Quels sont les lieux spécifiquement visés par cette interdiction de fumer? Existe-t-il des exceptions? Quelles sont les sanctions en cas de non-respect de l'interdiction?
De manière à préciser les modalités pragmatiques d'application de ce règlement et à répondre à ces questions, le département de l'économie et de la santé a conduit les travaux d'un groupe de travail technique composé de représentants de l'administration, ainsi que de représentants des professions principalement concernées par l'interdiction de fumer. Ces travaux ont abouti au développement d'un matériel explicatif visant à faciliter et à accompagner l'application du RIF. Il est principalement destiné aux professionnels concernés et offre des réponses aux questions qui pourraient se poser au quotidien.
Cette documentation est composée d'un dépliant – «Le RIF en bref» –, offrant une lecture rapide des principales dispositions du règlement, et d'un autocollant standard, permettant de signaler clairement que l'établissement est soumis à l'interdiction de fumer. Un sit
e Internet, à l'adresse www.ge.ch/fumee_passive, regroupe l'ensemble des informations pertinentes et des documents réalisés et existants sur le tabagisme passif et l'interdiction de fumer. Le visuel adopté sur le dépliant et le site Internet, en forme de clin d'œil à l'imagerie populaire du cow-boy, témoigne de la fin d'une époque.
L'impact direct et nocif du tabagisme passif sur la santé est en effet clairement démontré. Il a été déclaré cancérogène en 2002 par le centre international de recherche sur le cancer. Il est à l'origine de cancers du poumon, de troubles cardiovasculaires, d'asthme et d'infections des voies respiratoires. En Suisse, près de 8 000 personnes meurent chaque année des suites du tabagisme, ce qui représente quotidiennement 20 décès prématurés. Selon les statistiques de l'observatoire suisse de la santé (Obsan), 45% de ces décès sont à attribuer à des maladies cardiovasculaires; 25% à des cancers des poumons; 18% à des maladies des voies respiratoires et 12% à d'autres formes cancéreuses. 90% des cancers pulmonaires sont mortels chez les hommes, et 80% chez les femmes. Le fumeur encourt de surcroît un risque de 1 à 4 fois plus élevé de mourir d'une maladie cardiovasculaire. En moyenne, les adultes fumeurs meurent 13 à 14 ans plus tôt que les non-fumeurs. Chaque année, 14,2 milliards de cigarettes sont vendues en Suisse, soit 710 millions de paquets ou 360 paquets par an et par fumeur.

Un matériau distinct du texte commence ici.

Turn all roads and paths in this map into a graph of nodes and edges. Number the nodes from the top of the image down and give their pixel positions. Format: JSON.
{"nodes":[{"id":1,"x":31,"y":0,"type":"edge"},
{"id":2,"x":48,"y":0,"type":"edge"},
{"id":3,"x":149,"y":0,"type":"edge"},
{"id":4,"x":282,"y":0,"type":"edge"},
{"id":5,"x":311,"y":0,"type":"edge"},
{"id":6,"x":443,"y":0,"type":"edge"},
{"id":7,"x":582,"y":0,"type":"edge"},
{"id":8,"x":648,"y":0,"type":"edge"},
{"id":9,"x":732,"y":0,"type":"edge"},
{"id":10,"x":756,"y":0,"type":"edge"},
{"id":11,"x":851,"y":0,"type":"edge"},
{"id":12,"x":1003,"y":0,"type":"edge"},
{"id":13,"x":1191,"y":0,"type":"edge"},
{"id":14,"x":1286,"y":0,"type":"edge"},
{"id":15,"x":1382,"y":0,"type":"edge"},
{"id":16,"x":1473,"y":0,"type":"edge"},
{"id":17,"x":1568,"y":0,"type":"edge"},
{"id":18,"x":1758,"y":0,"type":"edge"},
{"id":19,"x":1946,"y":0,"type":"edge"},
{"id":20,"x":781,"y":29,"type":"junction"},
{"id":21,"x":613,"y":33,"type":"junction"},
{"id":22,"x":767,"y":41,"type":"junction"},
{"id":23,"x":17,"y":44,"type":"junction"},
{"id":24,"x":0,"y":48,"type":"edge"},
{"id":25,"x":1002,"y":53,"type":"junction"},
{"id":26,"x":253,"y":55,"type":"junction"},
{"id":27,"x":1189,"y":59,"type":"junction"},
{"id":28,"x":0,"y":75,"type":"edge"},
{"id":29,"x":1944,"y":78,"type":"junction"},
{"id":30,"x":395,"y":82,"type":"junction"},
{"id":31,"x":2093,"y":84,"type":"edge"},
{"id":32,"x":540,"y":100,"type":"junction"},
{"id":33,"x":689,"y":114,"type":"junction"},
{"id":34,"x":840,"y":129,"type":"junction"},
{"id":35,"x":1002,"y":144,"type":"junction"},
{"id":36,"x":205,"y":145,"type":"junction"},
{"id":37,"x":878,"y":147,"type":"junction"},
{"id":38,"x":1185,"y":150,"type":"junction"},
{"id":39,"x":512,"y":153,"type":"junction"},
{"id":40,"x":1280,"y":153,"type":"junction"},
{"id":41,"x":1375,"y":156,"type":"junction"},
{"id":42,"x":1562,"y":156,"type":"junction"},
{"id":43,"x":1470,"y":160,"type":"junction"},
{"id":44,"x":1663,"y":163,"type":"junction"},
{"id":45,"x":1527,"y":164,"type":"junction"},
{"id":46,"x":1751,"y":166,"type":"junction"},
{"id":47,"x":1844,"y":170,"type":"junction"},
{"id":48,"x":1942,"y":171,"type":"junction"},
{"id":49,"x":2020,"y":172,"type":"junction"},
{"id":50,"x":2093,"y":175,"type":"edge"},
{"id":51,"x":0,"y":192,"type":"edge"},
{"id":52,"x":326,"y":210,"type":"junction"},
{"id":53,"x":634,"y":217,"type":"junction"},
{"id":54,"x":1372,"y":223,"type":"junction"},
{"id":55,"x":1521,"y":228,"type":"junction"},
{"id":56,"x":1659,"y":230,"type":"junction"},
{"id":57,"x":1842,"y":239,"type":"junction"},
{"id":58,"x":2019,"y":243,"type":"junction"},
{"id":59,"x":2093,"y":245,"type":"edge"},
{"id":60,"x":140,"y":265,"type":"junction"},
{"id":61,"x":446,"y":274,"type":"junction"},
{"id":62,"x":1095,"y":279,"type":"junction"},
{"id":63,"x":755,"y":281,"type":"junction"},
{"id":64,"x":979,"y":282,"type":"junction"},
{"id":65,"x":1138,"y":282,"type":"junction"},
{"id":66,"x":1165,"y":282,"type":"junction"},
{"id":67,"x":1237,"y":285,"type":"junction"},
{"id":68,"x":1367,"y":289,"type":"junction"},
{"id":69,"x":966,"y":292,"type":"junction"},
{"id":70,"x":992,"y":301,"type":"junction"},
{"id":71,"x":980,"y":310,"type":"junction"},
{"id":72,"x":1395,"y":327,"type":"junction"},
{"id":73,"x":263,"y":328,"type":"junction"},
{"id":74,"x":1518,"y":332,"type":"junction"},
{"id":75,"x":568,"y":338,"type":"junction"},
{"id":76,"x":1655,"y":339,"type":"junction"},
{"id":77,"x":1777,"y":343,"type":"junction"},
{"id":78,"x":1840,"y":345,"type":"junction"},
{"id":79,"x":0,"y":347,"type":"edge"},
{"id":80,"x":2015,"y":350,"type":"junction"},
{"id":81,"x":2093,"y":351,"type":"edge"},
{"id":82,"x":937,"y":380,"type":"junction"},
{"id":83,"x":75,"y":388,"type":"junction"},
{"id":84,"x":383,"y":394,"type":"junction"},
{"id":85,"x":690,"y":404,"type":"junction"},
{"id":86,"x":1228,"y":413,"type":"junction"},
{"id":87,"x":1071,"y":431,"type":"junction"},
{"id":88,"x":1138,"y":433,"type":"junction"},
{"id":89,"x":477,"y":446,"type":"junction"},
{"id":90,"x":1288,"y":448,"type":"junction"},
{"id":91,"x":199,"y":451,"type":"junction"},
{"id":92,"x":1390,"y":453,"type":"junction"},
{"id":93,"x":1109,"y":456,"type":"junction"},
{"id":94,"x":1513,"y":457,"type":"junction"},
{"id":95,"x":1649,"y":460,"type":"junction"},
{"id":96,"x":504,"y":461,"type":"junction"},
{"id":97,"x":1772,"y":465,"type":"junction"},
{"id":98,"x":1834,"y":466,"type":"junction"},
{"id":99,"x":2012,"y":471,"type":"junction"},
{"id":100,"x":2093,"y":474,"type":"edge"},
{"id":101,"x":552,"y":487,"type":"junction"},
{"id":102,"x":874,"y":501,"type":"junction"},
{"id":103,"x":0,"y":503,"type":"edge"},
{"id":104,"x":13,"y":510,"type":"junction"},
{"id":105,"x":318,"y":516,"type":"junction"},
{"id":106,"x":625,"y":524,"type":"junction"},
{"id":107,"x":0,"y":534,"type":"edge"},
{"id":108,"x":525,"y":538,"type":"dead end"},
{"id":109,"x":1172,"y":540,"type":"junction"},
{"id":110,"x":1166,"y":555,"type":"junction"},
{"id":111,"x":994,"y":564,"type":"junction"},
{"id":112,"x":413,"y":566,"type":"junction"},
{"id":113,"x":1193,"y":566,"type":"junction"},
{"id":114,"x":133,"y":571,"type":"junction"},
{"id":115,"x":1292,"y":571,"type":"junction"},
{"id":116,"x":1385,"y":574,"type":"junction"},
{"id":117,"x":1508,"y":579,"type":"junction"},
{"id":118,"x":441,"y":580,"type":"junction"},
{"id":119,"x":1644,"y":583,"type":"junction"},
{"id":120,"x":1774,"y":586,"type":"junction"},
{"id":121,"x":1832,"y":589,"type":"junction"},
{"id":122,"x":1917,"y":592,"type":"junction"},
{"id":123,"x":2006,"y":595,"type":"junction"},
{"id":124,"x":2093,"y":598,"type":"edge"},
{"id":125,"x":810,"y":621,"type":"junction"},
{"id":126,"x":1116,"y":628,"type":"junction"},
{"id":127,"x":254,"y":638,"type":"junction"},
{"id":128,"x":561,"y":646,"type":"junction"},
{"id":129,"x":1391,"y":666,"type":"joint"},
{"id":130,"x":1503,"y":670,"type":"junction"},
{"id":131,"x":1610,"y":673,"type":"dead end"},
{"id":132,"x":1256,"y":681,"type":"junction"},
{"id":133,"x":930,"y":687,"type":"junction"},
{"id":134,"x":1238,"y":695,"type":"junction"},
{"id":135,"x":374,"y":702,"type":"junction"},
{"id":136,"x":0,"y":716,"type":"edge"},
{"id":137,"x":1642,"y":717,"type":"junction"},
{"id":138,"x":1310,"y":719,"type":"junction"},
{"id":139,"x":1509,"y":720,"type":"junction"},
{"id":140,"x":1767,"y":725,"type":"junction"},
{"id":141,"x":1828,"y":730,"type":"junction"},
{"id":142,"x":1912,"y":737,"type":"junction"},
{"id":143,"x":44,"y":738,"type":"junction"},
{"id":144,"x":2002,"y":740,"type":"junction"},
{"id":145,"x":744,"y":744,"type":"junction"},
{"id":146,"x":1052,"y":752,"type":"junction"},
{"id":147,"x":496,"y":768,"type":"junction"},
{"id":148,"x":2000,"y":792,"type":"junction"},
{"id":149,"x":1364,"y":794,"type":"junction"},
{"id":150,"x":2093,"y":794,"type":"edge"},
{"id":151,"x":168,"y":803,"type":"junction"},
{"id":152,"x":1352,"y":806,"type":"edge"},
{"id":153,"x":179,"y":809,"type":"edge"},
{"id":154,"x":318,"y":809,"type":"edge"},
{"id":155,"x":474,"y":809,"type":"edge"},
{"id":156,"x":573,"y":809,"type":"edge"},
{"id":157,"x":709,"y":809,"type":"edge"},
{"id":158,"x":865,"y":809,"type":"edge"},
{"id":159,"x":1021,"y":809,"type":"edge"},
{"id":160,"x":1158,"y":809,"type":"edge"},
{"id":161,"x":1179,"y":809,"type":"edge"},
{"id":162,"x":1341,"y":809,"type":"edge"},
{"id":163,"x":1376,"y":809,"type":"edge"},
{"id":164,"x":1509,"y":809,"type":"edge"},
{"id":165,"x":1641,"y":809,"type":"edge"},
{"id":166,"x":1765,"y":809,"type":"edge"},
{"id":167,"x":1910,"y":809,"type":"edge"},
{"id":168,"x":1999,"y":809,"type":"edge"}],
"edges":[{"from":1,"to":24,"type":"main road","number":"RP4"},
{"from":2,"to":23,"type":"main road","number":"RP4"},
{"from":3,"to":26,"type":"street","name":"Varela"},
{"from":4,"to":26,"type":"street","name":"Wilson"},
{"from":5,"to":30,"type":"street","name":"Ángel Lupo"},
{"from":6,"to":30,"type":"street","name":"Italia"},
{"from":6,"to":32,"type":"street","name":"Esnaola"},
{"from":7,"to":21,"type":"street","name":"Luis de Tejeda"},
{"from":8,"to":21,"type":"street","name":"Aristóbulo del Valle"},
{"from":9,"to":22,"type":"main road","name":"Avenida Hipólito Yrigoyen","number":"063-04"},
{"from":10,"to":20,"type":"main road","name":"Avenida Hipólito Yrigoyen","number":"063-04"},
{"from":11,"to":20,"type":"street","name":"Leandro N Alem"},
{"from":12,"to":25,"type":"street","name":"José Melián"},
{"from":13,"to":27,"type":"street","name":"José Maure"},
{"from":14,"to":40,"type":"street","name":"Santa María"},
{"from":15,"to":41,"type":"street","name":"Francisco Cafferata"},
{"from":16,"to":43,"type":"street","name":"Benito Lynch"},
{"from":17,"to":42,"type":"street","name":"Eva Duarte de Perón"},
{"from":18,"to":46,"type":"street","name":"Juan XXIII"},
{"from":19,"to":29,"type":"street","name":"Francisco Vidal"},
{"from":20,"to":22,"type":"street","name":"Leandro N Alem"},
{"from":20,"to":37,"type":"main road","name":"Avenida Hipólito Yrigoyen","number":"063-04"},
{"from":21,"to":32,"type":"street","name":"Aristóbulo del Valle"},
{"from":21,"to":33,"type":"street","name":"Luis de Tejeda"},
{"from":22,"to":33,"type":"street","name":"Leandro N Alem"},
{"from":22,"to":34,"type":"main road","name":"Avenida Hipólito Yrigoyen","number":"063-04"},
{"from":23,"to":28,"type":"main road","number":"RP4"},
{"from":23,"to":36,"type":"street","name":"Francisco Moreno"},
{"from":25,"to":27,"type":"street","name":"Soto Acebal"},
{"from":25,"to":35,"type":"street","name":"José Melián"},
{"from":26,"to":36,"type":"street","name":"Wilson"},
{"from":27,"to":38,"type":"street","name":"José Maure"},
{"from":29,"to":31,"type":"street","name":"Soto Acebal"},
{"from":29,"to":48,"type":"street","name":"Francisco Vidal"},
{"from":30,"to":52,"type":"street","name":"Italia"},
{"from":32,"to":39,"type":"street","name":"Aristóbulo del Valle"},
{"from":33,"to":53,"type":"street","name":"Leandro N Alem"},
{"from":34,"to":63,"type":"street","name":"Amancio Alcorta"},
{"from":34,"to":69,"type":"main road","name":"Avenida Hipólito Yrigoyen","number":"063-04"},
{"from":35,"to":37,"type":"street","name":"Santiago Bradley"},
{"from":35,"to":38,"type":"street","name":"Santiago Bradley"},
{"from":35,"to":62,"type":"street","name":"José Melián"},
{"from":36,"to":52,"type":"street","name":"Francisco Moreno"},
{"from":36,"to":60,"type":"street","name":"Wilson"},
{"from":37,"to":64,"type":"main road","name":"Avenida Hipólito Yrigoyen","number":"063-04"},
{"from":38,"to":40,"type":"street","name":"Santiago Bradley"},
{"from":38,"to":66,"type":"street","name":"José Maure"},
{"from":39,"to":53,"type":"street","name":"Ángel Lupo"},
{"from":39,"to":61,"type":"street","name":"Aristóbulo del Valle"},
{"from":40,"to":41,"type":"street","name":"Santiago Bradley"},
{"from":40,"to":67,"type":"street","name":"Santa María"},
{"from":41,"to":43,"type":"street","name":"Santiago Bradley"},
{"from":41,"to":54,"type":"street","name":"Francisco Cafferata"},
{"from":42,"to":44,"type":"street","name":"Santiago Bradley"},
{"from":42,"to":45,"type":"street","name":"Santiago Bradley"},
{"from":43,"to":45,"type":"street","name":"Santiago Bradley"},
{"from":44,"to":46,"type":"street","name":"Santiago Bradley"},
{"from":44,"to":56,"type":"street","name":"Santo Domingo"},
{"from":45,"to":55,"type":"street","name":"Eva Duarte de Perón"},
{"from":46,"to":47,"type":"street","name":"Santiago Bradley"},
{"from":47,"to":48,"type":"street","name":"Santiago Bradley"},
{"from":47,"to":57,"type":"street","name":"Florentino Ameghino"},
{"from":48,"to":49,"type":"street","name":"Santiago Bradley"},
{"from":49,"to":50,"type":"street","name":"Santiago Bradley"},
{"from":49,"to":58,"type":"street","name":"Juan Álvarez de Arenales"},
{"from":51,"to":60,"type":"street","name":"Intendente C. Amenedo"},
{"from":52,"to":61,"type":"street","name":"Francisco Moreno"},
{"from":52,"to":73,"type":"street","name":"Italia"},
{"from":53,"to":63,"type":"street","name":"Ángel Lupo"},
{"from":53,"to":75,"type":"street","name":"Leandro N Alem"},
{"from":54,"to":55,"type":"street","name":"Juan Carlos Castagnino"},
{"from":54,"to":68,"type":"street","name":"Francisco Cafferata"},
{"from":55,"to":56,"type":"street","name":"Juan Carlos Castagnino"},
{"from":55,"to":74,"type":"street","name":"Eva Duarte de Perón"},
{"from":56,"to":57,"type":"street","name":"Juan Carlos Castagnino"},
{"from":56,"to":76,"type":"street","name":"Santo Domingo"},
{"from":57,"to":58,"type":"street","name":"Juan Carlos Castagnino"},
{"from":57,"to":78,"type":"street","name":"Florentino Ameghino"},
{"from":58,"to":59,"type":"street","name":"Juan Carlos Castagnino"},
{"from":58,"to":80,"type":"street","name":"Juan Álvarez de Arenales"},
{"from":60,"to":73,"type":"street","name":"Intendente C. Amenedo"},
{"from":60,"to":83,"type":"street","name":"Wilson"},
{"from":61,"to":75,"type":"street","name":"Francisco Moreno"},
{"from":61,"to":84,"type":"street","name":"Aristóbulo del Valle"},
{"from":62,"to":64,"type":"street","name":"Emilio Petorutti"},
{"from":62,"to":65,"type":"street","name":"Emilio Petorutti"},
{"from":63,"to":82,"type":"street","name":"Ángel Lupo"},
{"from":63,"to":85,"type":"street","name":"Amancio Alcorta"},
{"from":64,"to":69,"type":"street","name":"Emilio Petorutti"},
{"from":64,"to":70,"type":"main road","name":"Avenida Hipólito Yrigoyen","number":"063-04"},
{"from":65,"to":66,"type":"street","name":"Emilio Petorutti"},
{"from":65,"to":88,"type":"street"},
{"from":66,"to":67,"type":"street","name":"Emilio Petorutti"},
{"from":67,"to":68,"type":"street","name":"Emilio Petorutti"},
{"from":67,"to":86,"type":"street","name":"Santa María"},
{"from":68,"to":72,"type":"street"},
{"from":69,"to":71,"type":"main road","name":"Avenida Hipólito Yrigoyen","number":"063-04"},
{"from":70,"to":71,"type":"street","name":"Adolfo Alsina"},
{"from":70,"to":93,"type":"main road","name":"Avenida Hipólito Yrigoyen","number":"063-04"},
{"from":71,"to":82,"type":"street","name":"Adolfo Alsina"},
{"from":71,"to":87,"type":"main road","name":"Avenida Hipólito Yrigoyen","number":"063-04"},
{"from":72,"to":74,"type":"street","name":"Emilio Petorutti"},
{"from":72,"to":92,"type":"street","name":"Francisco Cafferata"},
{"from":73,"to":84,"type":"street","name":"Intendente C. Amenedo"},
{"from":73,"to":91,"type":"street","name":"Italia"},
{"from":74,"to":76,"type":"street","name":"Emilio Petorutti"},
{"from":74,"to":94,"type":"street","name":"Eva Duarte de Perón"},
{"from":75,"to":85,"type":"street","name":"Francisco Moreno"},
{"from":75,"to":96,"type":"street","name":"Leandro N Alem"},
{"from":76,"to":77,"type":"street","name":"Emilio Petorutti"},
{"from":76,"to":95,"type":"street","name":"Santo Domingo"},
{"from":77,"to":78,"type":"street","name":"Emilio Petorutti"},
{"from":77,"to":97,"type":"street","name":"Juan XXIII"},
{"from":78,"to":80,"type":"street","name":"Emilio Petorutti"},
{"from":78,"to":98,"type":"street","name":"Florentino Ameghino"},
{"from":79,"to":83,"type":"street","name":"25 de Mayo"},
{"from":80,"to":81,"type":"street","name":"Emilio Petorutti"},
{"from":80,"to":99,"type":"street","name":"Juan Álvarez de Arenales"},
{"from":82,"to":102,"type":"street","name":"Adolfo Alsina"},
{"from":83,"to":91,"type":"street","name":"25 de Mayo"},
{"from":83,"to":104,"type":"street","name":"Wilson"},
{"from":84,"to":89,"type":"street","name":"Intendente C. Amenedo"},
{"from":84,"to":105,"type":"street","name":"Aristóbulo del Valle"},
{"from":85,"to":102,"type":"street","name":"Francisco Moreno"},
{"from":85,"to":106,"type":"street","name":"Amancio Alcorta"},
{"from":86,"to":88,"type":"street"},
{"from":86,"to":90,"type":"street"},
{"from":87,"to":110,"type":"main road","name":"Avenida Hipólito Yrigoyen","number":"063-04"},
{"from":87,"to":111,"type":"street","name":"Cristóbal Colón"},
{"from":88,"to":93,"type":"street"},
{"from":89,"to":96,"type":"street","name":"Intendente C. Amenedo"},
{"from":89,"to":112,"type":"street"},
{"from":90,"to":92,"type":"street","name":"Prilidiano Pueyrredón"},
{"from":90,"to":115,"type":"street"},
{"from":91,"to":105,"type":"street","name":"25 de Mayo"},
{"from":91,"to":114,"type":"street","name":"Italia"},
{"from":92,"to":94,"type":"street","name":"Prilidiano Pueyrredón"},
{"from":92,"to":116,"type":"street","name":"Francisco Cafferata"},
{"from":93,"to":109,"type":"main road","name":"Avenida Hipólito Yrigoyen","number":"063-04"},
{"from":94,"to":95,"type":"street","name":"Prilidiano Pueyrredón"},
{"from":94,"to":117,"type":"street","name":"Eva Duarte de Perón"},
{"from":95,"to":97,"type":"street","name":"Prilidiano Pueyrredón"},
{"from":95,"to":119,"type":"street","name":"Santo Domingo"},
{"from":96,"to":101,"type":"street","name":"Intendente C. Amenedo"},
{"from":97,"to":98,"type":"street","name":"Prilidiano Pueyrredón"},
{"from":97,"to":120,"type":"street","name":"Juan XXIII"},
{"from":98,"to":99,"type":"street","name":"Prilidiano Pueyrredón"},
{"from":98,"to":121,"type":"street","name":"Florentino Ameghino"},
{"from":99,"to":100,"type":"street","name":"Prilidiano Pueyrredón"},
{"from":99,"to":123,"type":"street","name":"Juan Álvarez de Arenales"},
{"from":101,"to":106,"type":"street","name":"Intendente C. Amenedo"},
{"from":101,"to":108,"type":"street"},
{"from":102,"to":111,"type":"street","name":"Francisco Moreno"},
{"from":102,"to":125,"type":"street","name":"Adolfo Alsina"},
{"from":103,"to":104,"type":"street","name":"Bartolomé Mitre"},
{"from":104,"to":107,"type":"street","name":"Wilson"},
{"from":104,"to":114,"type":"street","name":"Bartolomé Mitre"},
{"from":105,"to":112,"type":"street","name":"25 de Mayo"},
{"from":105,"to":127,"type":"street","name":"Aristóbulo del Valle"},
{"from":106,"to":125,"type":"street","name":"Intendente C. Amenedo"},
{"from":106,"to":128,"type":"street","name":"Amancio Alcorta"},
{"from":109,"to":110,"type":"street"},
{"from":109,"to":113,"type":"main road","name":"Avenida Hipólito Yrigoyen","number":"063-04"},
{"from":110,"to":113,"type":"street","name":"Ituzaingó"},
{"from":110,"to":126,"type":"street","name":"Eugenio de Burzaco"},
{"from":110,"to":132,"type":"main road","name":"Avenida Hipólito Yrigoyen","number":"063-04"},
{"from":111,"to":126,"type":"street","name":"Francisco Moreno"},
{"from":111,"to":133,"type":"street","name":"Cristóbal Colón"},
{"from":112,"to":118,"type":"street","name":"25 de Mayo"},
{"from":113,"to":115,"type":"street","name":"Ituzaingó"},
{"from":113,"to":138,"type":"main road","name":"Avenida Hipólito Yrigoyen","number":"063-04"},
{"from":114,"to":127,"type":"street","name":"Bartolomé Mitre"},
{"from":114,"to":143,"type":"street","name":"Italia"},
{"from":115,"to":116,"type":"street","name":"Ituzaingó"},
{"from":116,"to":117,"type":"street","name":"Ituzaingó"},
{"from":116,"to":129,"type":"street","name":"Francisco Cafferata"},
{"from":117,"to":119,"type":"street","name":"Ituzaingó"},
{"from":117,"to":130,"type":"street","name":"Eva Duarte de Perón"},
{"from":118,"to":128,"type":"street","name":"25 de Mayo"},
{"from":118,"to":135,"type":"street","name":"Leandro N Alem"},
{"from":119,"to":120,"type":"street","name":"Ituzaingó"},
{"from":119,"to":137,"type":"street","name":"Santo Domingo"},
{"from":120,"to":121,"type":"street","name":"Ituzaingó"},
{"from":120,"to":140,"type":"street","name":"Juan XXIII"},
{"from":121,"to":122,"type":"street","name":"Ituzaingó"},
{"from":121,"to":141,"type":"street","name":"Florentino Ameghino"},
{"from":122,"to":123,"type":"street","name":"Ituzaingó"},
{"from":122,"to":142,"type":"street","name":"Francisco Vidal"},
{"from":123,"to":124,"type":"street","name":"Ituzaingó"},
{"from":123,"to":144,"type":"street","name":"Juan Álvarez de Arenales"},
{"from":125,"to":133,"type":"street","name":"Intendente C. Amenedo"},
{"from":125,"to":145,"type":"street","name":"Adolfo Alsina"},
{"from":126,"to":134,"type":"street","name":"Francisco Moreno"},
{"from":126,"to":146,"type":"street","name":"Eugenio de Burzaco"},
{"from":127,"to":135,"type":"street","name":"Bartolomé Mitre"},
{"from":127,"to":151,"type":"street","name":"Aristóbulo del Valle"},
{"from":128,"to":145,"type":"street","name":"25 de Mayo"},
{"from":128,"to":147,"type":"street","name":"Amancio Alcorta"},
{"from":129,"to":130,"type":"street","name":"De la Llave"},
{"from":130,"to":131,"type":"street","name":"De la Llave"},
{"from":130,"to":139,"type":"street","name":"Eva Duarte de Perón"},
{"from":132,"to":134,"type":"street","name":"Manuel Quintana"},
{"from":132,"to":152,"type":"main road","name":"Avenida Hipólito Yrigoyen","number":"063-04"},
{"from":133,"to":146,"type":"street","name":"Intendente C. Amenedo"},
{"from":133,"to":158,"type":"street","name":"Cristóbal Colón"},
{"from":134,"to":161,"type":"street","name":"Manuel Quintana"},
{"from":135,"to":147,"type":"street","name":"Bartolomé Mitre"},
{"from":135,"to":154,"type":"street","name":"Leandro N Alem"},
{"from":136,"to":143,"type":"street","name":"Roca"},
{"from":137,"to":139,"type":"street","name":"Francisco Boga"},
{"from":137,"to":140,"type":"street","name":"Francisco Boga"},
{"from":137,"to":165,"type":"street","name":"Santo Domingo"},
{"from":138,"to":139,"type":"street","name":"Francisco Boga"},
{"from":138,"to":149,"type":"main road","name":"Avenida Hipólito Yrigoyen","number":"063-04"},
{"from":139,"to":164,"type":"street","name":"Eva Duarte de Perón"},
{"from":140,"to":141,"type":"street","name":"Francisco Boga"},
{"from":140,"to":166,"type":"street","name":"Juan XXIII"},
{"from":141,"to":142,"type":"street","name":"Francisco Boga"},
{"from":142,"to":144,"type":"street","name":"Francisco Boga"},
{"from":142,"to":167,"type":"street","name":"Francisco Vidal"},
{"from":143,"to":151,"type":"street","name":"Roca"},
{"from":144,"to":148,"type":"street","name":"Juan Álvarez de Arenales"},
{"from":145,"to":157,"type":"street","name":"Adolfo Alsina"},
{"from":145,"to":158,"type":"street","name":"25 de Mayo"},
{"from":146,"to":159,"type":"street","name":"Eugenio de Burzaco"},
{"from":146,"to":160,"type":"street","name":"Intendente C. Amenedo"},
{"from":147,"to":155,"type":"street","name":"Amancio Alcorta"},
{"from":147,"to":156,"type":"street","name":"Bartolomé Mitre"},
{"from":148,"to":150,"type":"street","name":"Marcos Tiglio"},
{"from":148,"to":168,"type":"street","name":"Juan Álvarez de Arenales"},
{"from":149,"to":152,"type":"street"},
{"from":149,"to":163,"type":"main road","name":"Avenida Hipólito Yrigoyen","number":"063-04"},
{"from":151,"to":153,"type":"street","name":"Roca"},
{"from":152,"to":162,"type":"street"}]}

Le rapport 2007 de l’Université de Zurich sur le tabagisme passif, réalisé sur mandat de l'Office fédéral de la santé publique, a démontré qu'en moyenne 1 personne sur 5 inhale de la fumée de manière involontaire. En moyenne, 80% de la population fume de manière passive plus d'une heure par semaine. L'exposition passive à la fumée est même estimée à environ 4 heures par semaine, ceci essentiellement dans les lieux de restauration. Par ailleurs, plusieurs études récentes menées dans des pays où l'interdiction de fumer dans les lieux publics est entrée en vigueur ont démontré l'impact clair de cette mesure sur la santé de la population (diminution du nombre d'accidents cardiovasculaires).
A Genève, les effets sur la santé de cette mesure d'interdiction feront également l'objet d'un suivi rigoureux et de bilans réguliers.